In parallel, the Government Statistical Service (GSS) is currently working on a new iteration of the harmonised ethnic group question design, with a view to establishing a new harmonised ethnicity standard. This will also inform future Census questionnaires. Findings are to be published soon, giving an indicative timeframe for this standard to be published in December 2025.

Accordingly, to address the existing guidance gap NHS England is recommending that, if the design of a new product cannot wait until the joint Department of Health and Social Care and NHS England-led standards are published, it should make use of latest ethnicity standard which is Census 2021 ethnicity codes. This follows the GSS Standardisation recommendation*.

If you are currently using any other ethnicity codes in an existing implementation, we recommend that you do not make any changes for the time being until the GSS guidance is published. However, we do recommend that you familiarise yourself with the ethnicity groupings defined by Census 2011 and 2021, as these will be mappable to any new standards developed by GSS.

This guidance will remain in place until new recommendations are published, and work can be completed to develop information standards that constitute official policy and as such will establish a longer-term solution. Note that this advice is intended as best-practice guidance for anyone in the NHS seeking clarification on which ethnicity codes to use for their data products and does not constitute official policy.

This guidance was published on FutureNHS in April 2025.

* In June 2025, a private members bill, the Public Body Ethnicity Data (Inclusion of Jewish and Sikh Categories bill, is due to receive its 2nd reading. If the Bill receives royal assent, organisations will be required to monitor Jewish and Sikh categories as ethnic identities.

Annex B: Consistency of NHS ethnicity recording with Census data

There are significant variations between the representation of some ethnic groups in NHS data and their representation in population-wide Census data.

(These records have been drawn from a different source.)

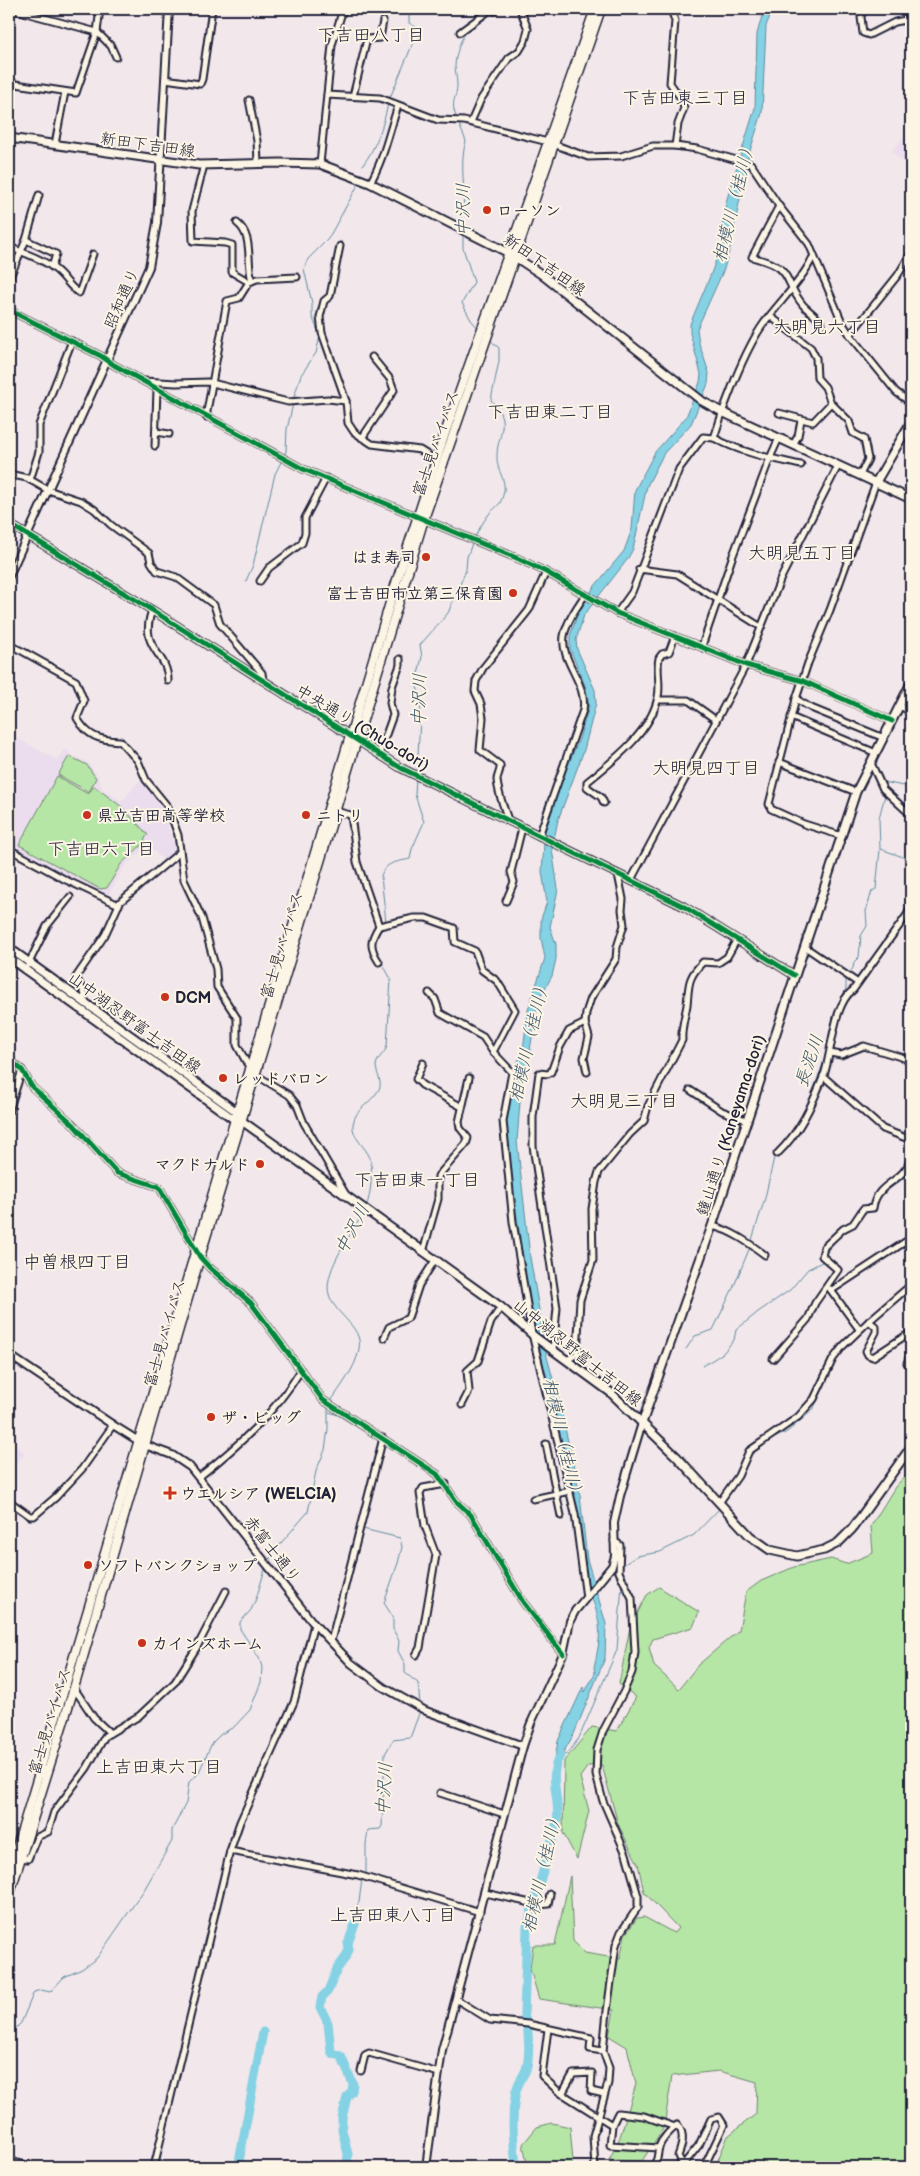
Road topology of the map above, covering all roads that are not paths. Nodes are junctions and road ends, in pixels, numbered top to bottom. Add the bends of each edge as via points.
1 (10, 9) edge
2 (100, 9) edge
3 (169, 9) edge
4 (212, 9) edge
5 (343, 9) edge
6 (488, 9) edge
7 (520, 9) edge
8 (595, 9) edge
9 (602, 9) edge
10 (671, 9) edge
11 (863, 9) edge
12 (911, 19) edge
13 (383, 21) dead end
14 (97, 32) junction
15 (460, 32) dead end
16 (116, 56) dead end
17 (165, 79) junction
18 (9, 83) edge
19 (65, 92) junction
20 (327, 94) junction
21 (353, 96) junction
22 (248, 100) dead end
23 (398, 106) junction
24 (471, 122) junction
25 (9, 138) edge
26 (551, 143) junction
27 (55, 144) junction
28 (675, 146) junction
29 (160, 160) junction
30 (258, 163) junction
31 (320, 164) junction
32 (204, 165) junction
33 (370, 183) junction
34 (38, 195) dead end
35 (780, 206) junction
36 (237, 223) dead end
37 (26, 240) junction
38 (340, 246) dead end
39 (9, 247) edge
40 (21, 252) junction
41 (911, 253) edge
42 (93, 254) dead end
43 (512, 255) junction
44 (814, 255) junction
45 (52, 267) junction
46 (297, 277) dead end
47 (9, 279) edge
48 (251, 281) junction
49 (793, 287) junction
50 (9, 310) edge
51 (770, 316) junction
52 (822, 325) dead end
53 (850, 335) junction
54 (483, 338) junction
55 (72, 341) junction
56 (372, 357) dead end
57 (107, 360) junction
58 (143, 381) junction
59 (212, 382) junction
60 (157, 390) junction
61 (346, 401) junction
62 (832, 403) junction
63 (911, 403) edge
64 (722, 412) junction
65 (779, 413) dead end
66 (206, 417) junction
67 (801, 420) junction
68 (911, 422) edge
69 (156, 432) junction
70 (169, 434) dead end
71 (362, 438) junction
72 (714, 438) junction
73 (780, 438) junction
74 (793, 445) junction
75 (155, 446) dead end
76 (770, 458) junction
77 (436, 460) junction
78 (801, 465) dead end
79 (838, 466) junction
80 (9, 474) edge
81 (860, 475) junction
82 (326, 478) junction
83 (30, 480) junction
84 (876, 482) junction
85 (48, 490) junction
86 (911, 499) edge
87 (421, 518) junction
88 (9, 524) edge
89 (27, 535) junction
90 (639, 569) junction
91 (546, 572) junction
92 (9, 576) edge
93 (260, 581) dead end
94 (585, 595) junction
95 (717, 599) junction
96 (152, 610) junction
97 (617, 613) junction
98 (761, 627) junction
99 (675, 636) junction
100 (9, 645) edge
101 (702, 646) junction
102 (400, 659) dead end
103 (746, 665) junction
104 (263, 680) junction
105 (168, 681) dead end
106 (803, 681) junction
107 (911, 683) edge
108 (909, 692) edge
109 (796, 699) junction
110 (658, 700) junction
111 (900, 706) junction
112 (911, 712) edge
113 (791, 717) junction
114 (716, 720) junction
115 (892, 721) junction
116 (353, 738) junction
117 (884, 738) junction
118 (876, 753) junction
119 (379, 754) junction
120 (779, 762) junction
121 (871, 763) junction
122 (856, 792) junction
123 (604, 803) dead end
124 (335, 811) junction
125 (911, 816) edge
126 (508, 820) junction
127 (522, 828) junction
128 (540, 836) junction
129 (842, 836) junction
130 (9, 849) edge
131 (180, 852) junction
132 (618, 874) junction
133 (631, 880) junction
134 (70, 896) dead end
135 (506, 901) dead end
136 (119, 905) junction
137 (911, 906) edge
138 (379, 926) junction
139 (736, 941) junction
140 (805, 947) junction
141 (9, 948) edge
142 (9, 958) edge
143 (379, 962) dead end
144 (28, 966) junction
145 (794, 976) junction
146 (858, 983) junction
147 (430, 993) dead end
148 (83, 1002) junction
149 (586, 1024) junction
150 (493, 1052) junction
151 (830, 1053) junction
152 (9, 1059) edge
153 (911, 1060) edge
154 (423, 1063) dead end
155 (250, 1069) junction
156 (22, 1070) junction
157 (587, 1072) dead end
158 (256, 1075) junction
159 (823, 1076) junction
160 (469, 1078) dead end
161 (690, 1090) dead end
162 (462, 1107) junction
163 (9, 1111) edge
164 (237, 1112) junction
165 (239, 1120) junction
166 (746, 1120) junction
167 (911, 1140) edge
168 (777, 1154) dead end
169 (911, 1158) edge
170 (350, 1200) junction
171 (712, 1226) junction
172 (911, 1238) edge
173 (423, 1252) junction
174 (198, 1253) junction
175 (765, 1255) dead end
176 (435, 1260) junction
177 (911, 1285) edge
178 (830, 1289) junction
179 (501, 1307) junction
180 (869, 1321) junction
181 (859, 1330) junction
182 (534, 1336) junction
183 (911, 1337) edge
184 (384, 1338) dead end
185 (552, 1349) junction
186 (911, 1352) edge
187 (9, 1355) edge
188 (772, 1359) dead end
189 (567, 1360) junction
190 (911, 1368) edge
191 (301, 1370) junction
192 (462, 1406) dead end
193 (642, 1423) junction
194 (113, 1426) junction
195 (382, 1438) junction
196 (142, 1443) junction
197 (546, 1444) dead end
198 (911, 1447) edge
199 (199, 1477) junction
200 (446, 1484) junction
201 (570, 1492) junction
202 (556, 1493) junction
203 (533, 1499) dead end
204 (9, 1501) edge
205 (719, 1503) junction
206 (561, 1516) dead end
207 (614, 1541) junction
208 (226, 1591) dead end
209 (587, 1596) junction
210 (314, 1624) junction
211 (331, 1641) junction
212 (562, 1654) junction
213 (416, 1655) dead end
214 (74, 1688) junction
215 (110, 1733) junction
216 (523, 1746) junction
217 (440, 1793) dead end
218 (504, 1814) junction
219 (230, 1851) junction
220 (14, 1859) edge
221 (9, 1873) edge
222 (485, 1893) junction
223 (550, 1894) dead end
224 (9, 1896) edge
225 (480, 1912) junction
226 (456, 1999) junction
227 (548, 2029) junction
228 (604, 2051) junction
229 (361, 2071) dead end
230 (439, 2073) junction
231 (562, 2094) junction
232 (604, 2094) junction
233 (597, 2118) junction
234 (612, 2125) junction
235 (9, 2126) edge
236 (675, 2127) junction
237 (9, 2134) edge
238 (659, 2148) junction
239 (9, 2161) edge
240 (31, 2167) edge
241 (154, 2167) edge
242 (426, 2167) edge
243 (595, 2167) edge
244 (657, 2167) edge
245 (704, 2167) edge

1 - 14 street
2 - 14 street
3 - 17 street, 昭和通り
4 - 17 street via 200,84
5 - 20 street via 332,45
6 - 15 street
7 - 24 street via 528,28 525,41 480,99
8 - 26 highway, 富士見バイパス
9 - 26 highway, 富士見バイパス
10 - 28 street via 674,21 670,83 684,108
11 - 12 street via 863,33 869,35 895,22
13 - 21 street via 380,38 367,39
14 - 16 street
14 - 19 street via 76,93
17 - 29 street, 昭和通り
18 - 19 street
19 - 27 street
20 - 21 street
20 - 31 street
21 - 23 street via 380,98
22 - 30 street
23 - 24 street via 438,120
23 - 33 street via 383,158
24 - 26 street
25 - 27 main road, 新田下吉田線
26 - 28 street via 588,156 622,156 653,146
26 - 43 highway, 富士見バイパス
27 - 29 main road, 新田下吉田線
28 - 35 street via 751,164
29 - 32 main road, 新田下吉田線
29 - 57 street, 昭和通り via 158,223 150,267
30 - 31 main road, 新田下吉田線
30 - 32 main road, 新田下吉田線
31 - 33 main road, 新田下吉田線
32 - 48 street via 192,211 193,241 232,246 232,272
33 - 43 main road, 新田下吉田線
34 - 37 street
35 - 44 street
35 - 49 street via 752,256 781,268
36 - 48 street via 248,235
37 - 40 street
37 - 45 street via 56,254
38 - 61 street via 330,296 324,301 320,318 322,333
39 - 40 street
40 - 45 street
40 - 47 street
41 - 53 street
42 - 45 street via 79,293
43 - 54 highway, 富士見バイパス
43 - 64 main road, 新田下吉田線 via 541,274 702,401
44 - 49 street
44 - 53 street
46 - 48 street via 264,277
48 - 59 street via 239,298 227,301
49 - 51 street
49 - 52 street via 804,306
50 - 55 street
51 - 62 street via 811,348 816,358 817,378
51 - 64 street via 752,345
53 - 63 street via 896,392
54 - 77 highway, 富士見バイパス
54 - 87 highway, 富士見バイパス
55 - 57 street
55 - 83 street via 39,425 39,452
56 - 71 street via 390,379 394,390
57 - 58 street
57 - 85 street, 昭和通り
58 - 59 street
58 - 60 street
59 - 61 street via 288,402
59 - 66 street
60 - 66 street
60 - 69 street
61 - 71 street via 348,423
62 - 67 street via 813,422
62 - 81 street via 849,421 853,433 864,439 868,459
64 - 72 street
64 - 73 main road, 新田下吉田線
65 - 67 street
66 - 82 street
67 - 74 street
68 - 84 main road
69 - 70 street
69 - 75 street
71 - 77 street via 372,444 420,450
72 - 76 street via 733,449
72 - 90 street via 703,437 679,469
73 - 74 main road, 新田下吉田線
73 - 76 street
74 - 79 main road, 新田下吉田線
76 - 78 street
76 - 95 street
77 - 87 highway, 富士見バイパス
79 - 81 main road, 新田下吉田線
79 - 98 street via 781,578
80 - 83 street
81 - 84 main road, 新田下吉田線
82 - 87 street
82 - 93 street via 305,518 302,543 269,568
83 - 85 street
84 - 86 main road
84 - 106 street
85 - 89 street, 昭和通り
85 - 104 street via 74,497 94,508 149,553 157,571 176,578 214,605 220,624 262,673
87 - 91 street
87 - 116 highway, 富士見バイパス
88 - 89 street, 中央通り (Chuo-dori)
89 - 92 street, 昭和通り
89 - 96 street, 中央通り (Chuo-dori)
90 - 95 street via 677,574
90 - 97 street via 632,592
91 - 94 street
91 - 126 street via 529,610 476,681 483,718 480,750 500,765 498,788
94 - 97 street
94 - 128 street via 569,623 564,642 582,690 583,710
95 - 98 street
95 - 101 street
96 - 104 street, 中央通り (Chuo-dori)
96 - 105 street via 147,631 168,674
97 - 99 street
98 - 103 street
99 - 101 street
99 - 110 street via 668,652 658,658
100 - 131 street via 76,681 84,701 77,718 80,723 102,741 120,741 138,761 146,780 168,807
101 - 103 street
102 - 119 street via 390,703 393,715
103 - 106 street
103 - 114 street
104 - 116 street, 中央通り (Chuo-dori)
106 - 109 street
106 - 115 street
107 - 108 main road, 鐘山通り (Kaneyama-dori)
108 - 111 main road, 鐘山通り (Kaneyama-dori)
109 - 113 street
109 - 117 street
110 - 114 street via 688,700
110 - 123 street via 655,714 619,756 587,782 587,787
111 - 112 street
111 - 115 main road, 鐘山通り (Kaneyama-dori)
113 - 118 street
113 - 120 street
114 - 133 street
115 - 117 main road, 鐘山通り (Kaneyama-dori)
116 - 119 street, 中央通り (Chuo-dori)
116 - 124 highway, 富士見バイパス
116 - 155 highway, 富士見バイパス
117 - 118 main road, 鐘山通り (Kaneyama-dori)
118 - 121 main road, 鐘山通り (Kaneyama-dori)
119 - 126 street, 中央通り (Chuo-dori)
120 - 122 street
120 - 129 street via 768,804 771,809
121 - 122 main road, 鐘山通り (Kaneyama-dori)
121 - 125 street via 883,789
122 - 129 main road, 鐘山通り (Kaneyama-dori)
124 - 138 street via 351,815 357,862
124 - 158 highway, 富士見バイパス
126 - 127 street, 中央通り (Chuo-dori)
127 - 128 street, 中央通り (Chuo-dori)
127 - 135 street via 511,872 514,882
128 - 132 street, 中央通り (Chuo-dori)
129 - 140 main road, 鐘山通り (Kaneyama-dori)
130 - 136 street
131 - 136 street
131 - 155 street via 184,880 202,918 216,969 217,987 237,1018 237,1045
132 - 133 street, 中央通り (Chuo-dori)
132 - 149 street via 624,926 618,955 591,998
133 - 139 street, 中央通り (Chuo-dori) via 683,906
134 - 144 street via 47,926
136 - 148 street via 105,934 76,976 85,994
137 - 146 street
138 - 143 street via 372,937 371,949
138 - 150 street via 426,918 454,928 455,942 475,951 482,970 497,981 514,1010
139 - 145 street, 中央通り (Chuo-dori)
139 - 189 street via 727,957 718,963 703,962 697,968 687,991 682,1040 648,1106 644,1121 599,1172 592,1209 593,1260 580,1300 576,1354
140 - 145 main road, 鐘山通り (Kaneyama-dori)
140 - 146 street
141 - 144 main road, 山中湖忍野富士吉田線
142 - 144 main road, 山中湖忍野富士吉田線
144 - 148 main road, 山中湖忍野富士吉田線
144 - 165 main road, 山中湖忍野富士吉田線
145 - 166 main road, 鐘山通り (Kaneyama-dori)
146 - 151 street via 840,1010
147 - 150 street via 440,1013 483,1037
148 - 164 main road, 山中湖忍野富士吉田線
149 - 157 street via 589,1037 584,1058
149 - 185 street via 569,1031 550,1072 539,1073 533,1117 533,1146 557,1308
150 - 182 street via 512,1072 503,1111 504,1152
151 - 153 street via 841,1055 864,1046
151 - 159 street
152 - 156 street
154 - 162 street via 416,1078 422,1085
155 - 164 highway, 富士見バイパス
156 - 163 street
156 - 174 street via 32,1087 73,1124 117,1173 159,1188
158 - 165 highway, 富士見バイパス
158 - 170 street via 289,1095 297,1105 304,1123
159 - 167 street via 883,1129
159 - 168 street via 800,1126
160 - 162 street
161 - 166 street via 722,1111
162 - 173 street via 460,1128 468,1138 438,1176 438,1199
164 - 165 highway, 富士見バイパス
165 - 170 main road, 山中湖忍野富士吉田線
165 - 174 highway, 富士見バイパス
166 - 171 main road, 鐘山通り (Kaneyama-dori)
169 - 178 street via 905,1172 874,1198 873,1208 863,1209 854,1224 843,1229 824,1247 822,1256 838,1270
170 - 173 main road, 山中湖忍野富士吉田線
171 - 175 street via 728,1231
171 - 193 main road, 鐘山通り (Kaneyama-dori)
172 - 178 street
173 - 176 main road, 山中湖忍野富士吉田線
174 - 191 street via 210,1268 251,1303
174 - 196 highway, 富士見バイパス
176 - 179 main road, 山中湖忍野富士吉田線
176 - 184 street via 419,1285 408,1318 389,1327
177 - 180 street
178 - 181 street
178 - 188 street via 815,1303 808,1319
179 - 182 main road, 山中湖忍野富士吉田線
179 - 192 street via 491,1322 478,1361 467,1370 469,1391
180 - 181 street
180 - 183 street via 876,1327 876,1332 866,1351 873,1357 905,1336
181 - 205 street via 833,1359 814,1399 802,1413 749,1451 738,1476
182 - 185 main road, 山中湖忍野富士吉田線
182 - 201 street
185 - 189 main road, 山中湖忍野富士吉田線
186 - 190 street via 907,1363
187 - 194 street, 赤富士通り
189 - 193 main road, 山中湖忍野富士吉田線 via 610,1392
191 - 195 street via 323,1400
191 - 199 street via 264,1420 236,1448
193 - 205 main road, 山中湖忍野富士吉田線
193 - 207 street, 鐘山通り (Kaneyama-dori) via 620,1496
194 - 196 street, 赤富士通り
194 - 204 street via 82,1469 34,1516
195 - 200 street via 437,1474
195 - 211 street
196 - 199 street, 赤富士通り via 179,1460
196 - 214 highway, 富士見バイパス
196 - 220 highway, 富士見バイパス
197 - 202 street
198 - 205 main road, 山中湖忍野富士吉田線 via 852,1530 838,1543 811,1554 797,1556 770,1550 750,1536
199 - 210 street, 赤富士通り
200 - 212 street via 456,1501 471,1515 523,1602
200 - 213 street via 423,1488 420,1493 425,1526 436,1555 420,1648
201 - 202 street
201 - 209 street
202 - 203 street
202 - 206 street
207 - 209 street, 鐘山通り (Kaneyama-dori) via 612,1566
207 - 228 street via 620,1545 619,1572 632,1598 635,1652 632,1672 603,1731 596,1775 626,1854 638,1907 616,1945
208 - 215 street via 198,1647 175,1682 139,1716
209 - 212 street via 570,1621
210 - 211 street, 赤富士通り
210 - 219 street via 294,1702
211 - 216 street, 赤富士通り via 352,1663 411,1703
212 - 216 street
214 - 215 street via 94,1718
214 - 220 highway, 富士見バイパス
215 - 220 street via 54,1812 48,1832 37,1837 28,1859
216 - 218 street
217 - 218 street
218 - 222 street
219 - 225 street via 358,1875
219 - 241 street
220 - 221 highway, 富士見バイパス
220 - 224 highway, 富士見バイパス
222 - 223 street via 540,1905 548,1904
222 - 225 street
225 - 226 street
226 - 227 street via 490,2020
226 - 230 street
227 - 228 street via 591,2038 590,2049
227 - 231 street via 542,2076
228 - 232 street via 609,2068
229 - 230 street via 365,2055 369,2053
230 - 242 street
231 - 232 street via 573,2074 592,2073 591,2092
231 - 233 street
232 - 233 street
233 - 234 street
233 - 243 street via 592,2147
234 - 236 street via 618,2113 644,2116
234 - 238 street via 610,2145
235 - 237 street
236 - 238 street
236 - 245 street via 678,2125 682,2132 678,2156 683,2165 699,2145 711,2120 719,2116 722,2120 724,2125
238 - 244 street
239 - 240 street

For example, generic classifications, including “Mixed – Any other mixed background”, “Black or Black British – Any other Black background”, and “Other Ethnic Groups – Any other ethnic group” have greater representation in the data sets than in the Census.

Annex C: A note on language

When referring to ethnicity in this plan, we have adopted the NHS Race and Health Observatory’s principles of:

  • being specific – we are as specific as possible about who we are talking about
  • using collective terminology only when necessary – this plan refers to ethnicity data as a broad category, and where we refer to specific groups or communities, we use context to guide the most appropriate use of language
  • not using acronyms – we do not use acronyms such as ‘BAME’ or ‘BME’ in this plan
  • adaptability – we acknowledge that no single term suits everyone. As language evolves, we need to evolve our approach to ethnicity recording

Ethnicity and race are commonly used interchangeably. However, while race is a categorisation based mainly on physical attributes and traits such as skin colour, ethnicity is a broader construct and can reflect wider characteristics such as cultural experiences, traditions, ancestry, language and national identity.

Ethnicity is not synonymous with race in this document. Some ethnic groups are racially minoritised and experience health inequalities linked to racism and structural discrimination. However, health inequalities can affect people across all ethnic groups and often intersect with other factors such as deprivation, poverty, trauma, abuse and neglect. This, in turn, can contribute to homelessness, worklessness, social exclusion, digital exclusion, substance misuse, domestic violence, contact with the criminal justice system and mental ill health.

Health inequalities can also vary within and between people of different ethnic identities and in relation to other protected characteristics such as religion, disability, age and gender. Therefore, these variations must be considered when using ethnicity data to understand disparities in access, experience and outcomes.